= Louis Boucher =

American miner

Louis Boucher was a Canadian-born American prospector, miner, explorer, and guide in the Grand Canyon, Arizona in the late 19th to early 20th century.

==Life==
Louis Boucher was an American prospector who sought fortune in the Western US during the mid-1800s. Along with many others, Boucher left Canada during the gold rush. During his journey from the West to the Cariboo and Fraser areas of Canada, Boucher became familiar with the use of mules for transportation and gear-hauling. After a failed stint of gold prospecting in Cariboo, Boucher turned his attention to the southwest, seeking silver. Boucher eventually worked his way to the area now known as Arizona around 1889, and found work as a Grand Canyon guide for Hance Ranch, where he provided mule rides for canyon visitors.

In 1891, Boucher decided to stake his own claim in the Grand Canyon, settling near Dripping Springs Basin, which provided a natural spring of fresh water to the canyon. Boucher built a camp for himself and a corral for his mules and sheep. Living in such an isolated area earned Boucher the nickname, "The Hermit." At one point during his occupation near Dripping Springs, Boucher assisted in the search and attempted rescue of two lost men in the canyon. He used the tools he knew best as a miner – explosives. Boucher reasoned that setting off dynamite explosions would attract the men toward the search party. However, this was not to be – the lost men had drowned in the Colorado River and their bodies were eventually found.

There was a small, yet sustainable copper mine beside Boucher's camp (now known as Hermit's Rest,) which enabled Boucher to support himself. Boucher later carved the Silver Bell Trail (in homage to Calamity Jane's signature silver bell), which stretched from Dripping Springs to Columbus Point and Boucher Canyon.

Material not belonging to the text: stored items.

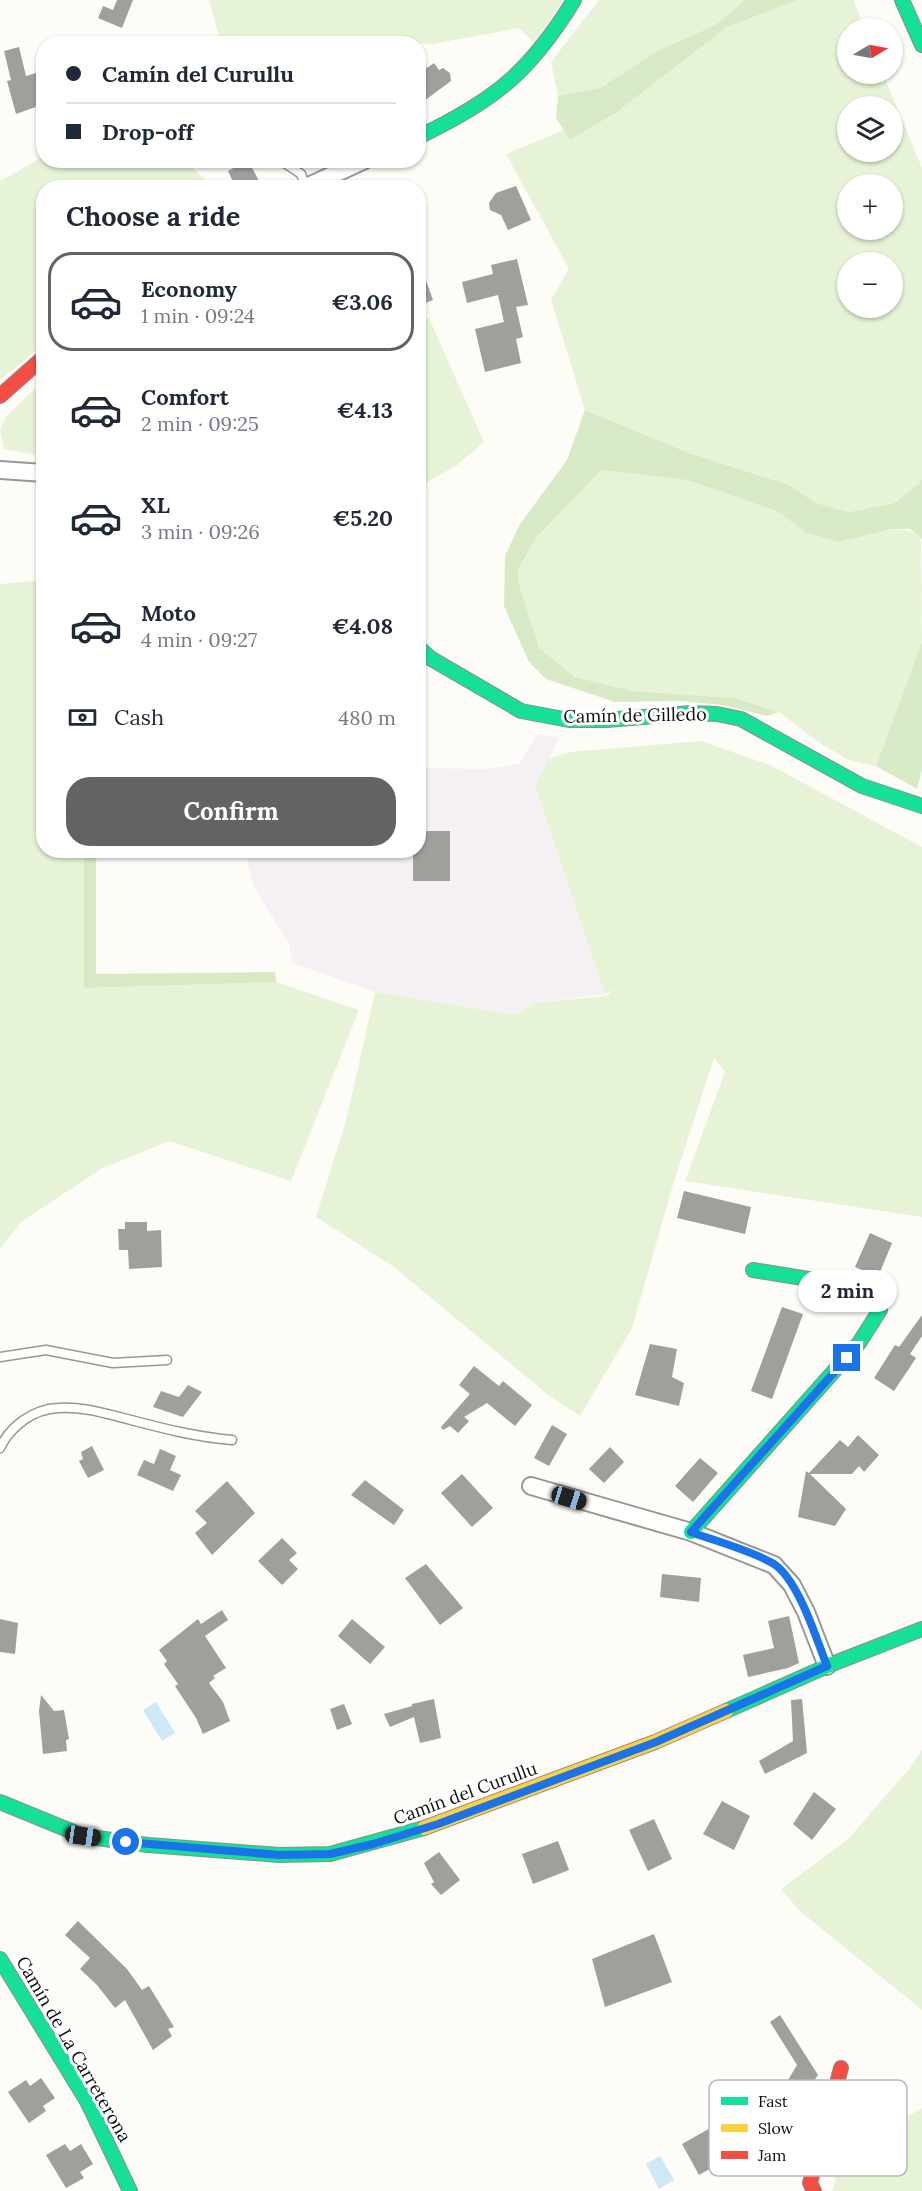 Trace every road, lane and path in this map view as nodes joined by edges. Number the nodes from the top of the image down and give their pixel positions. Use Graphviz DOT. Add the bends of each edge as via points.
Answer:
graph roads {
  1 [pos="574,0"];
  2 [pos="902,0"];
  3 [pos="922,45"];
  4 [pos="426,133"];
  5 [pos="292,168"];
  6 [pos="347,168"];
  7 [pos="303,180"];
  8 [pos="321,180"];
  9 [pos="36,364"];
  10 [pos="0,396"];
  11 [pos="0,470"];
  12 [pos="36,472"];
  13 [pos="426,654"];
  14 [pos="922,806"];
  15 [pos="753,1270"];
  16 [pos="0,1357"];
  17 [pos="167,1359"];
  18 [pos="232,1440"];
  19 [pos="0,1448"];
  20 [pos="531,1486"];
  21 [pos="691,1532"];
  22 [pos="922,1629"];
  23 [pos="827,1666"];
  24 [pos="0,1802"];
  25 [pos="0,1959"];
  26 [pos="841,2068"];
  27 [pos="838,2080"];
  28 [pos="812,2176"];
  29 [pos="130,2191"];
  30 [pos="814,2191"];
  1 -- 4 [label="main road" via="548,41 518,74 483,102"];
  2 -- 3 [label="main road"];
  5 -- 7 [label="lane"];
  6 -- 8 [label="street"];
  9 -- 10 [label="main road"];
  11 -- 12 [label="street"];
  13 -- 14 [label="main road, Camín de Gilledo" via="521,711 569,720 691,712 741,719 862,786"];
  15 -- 21 [label="main road" via="870,1289 881,1297 880,1310 836,1372"];
  16 -- 17 [label="lane" via="46,1350 113,1363"];
  18 -- 19 [label="lane" via="199,1437 88,1409 56,1408 24,1419"];
  20 -- 21 [label="street"];
  21 -- 23 [label="street" via="774,1565 792,1585"];
  22 -- 23 [label="main road, Camín del Curullu"];
  23 -- 24 [label="main road, Camín del Curullu" via="656,1742 481,1808 330,1854 279,1855 83,1836"];
  25 -- 29 [label="main road, Camín de La Carreterona" via="87,2101"];
  26 -- 27 [label="main road"];
  28 -- 30 [label="main road"];
}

Boucher later developed his camp in other ways. He planted an orchard with 75 pomegranate, fig, and orange trees, supported by an irrigation system he created himself. He also built a number of cabins along his property for tourists to stay in.

In 1912, Louis Boucher left his home to seek work in a coal mine in Moreland, Utah, and never returned to his camp by Dripping Springs. (Moreland was abandoned due to unprofitable coal production in 1938.)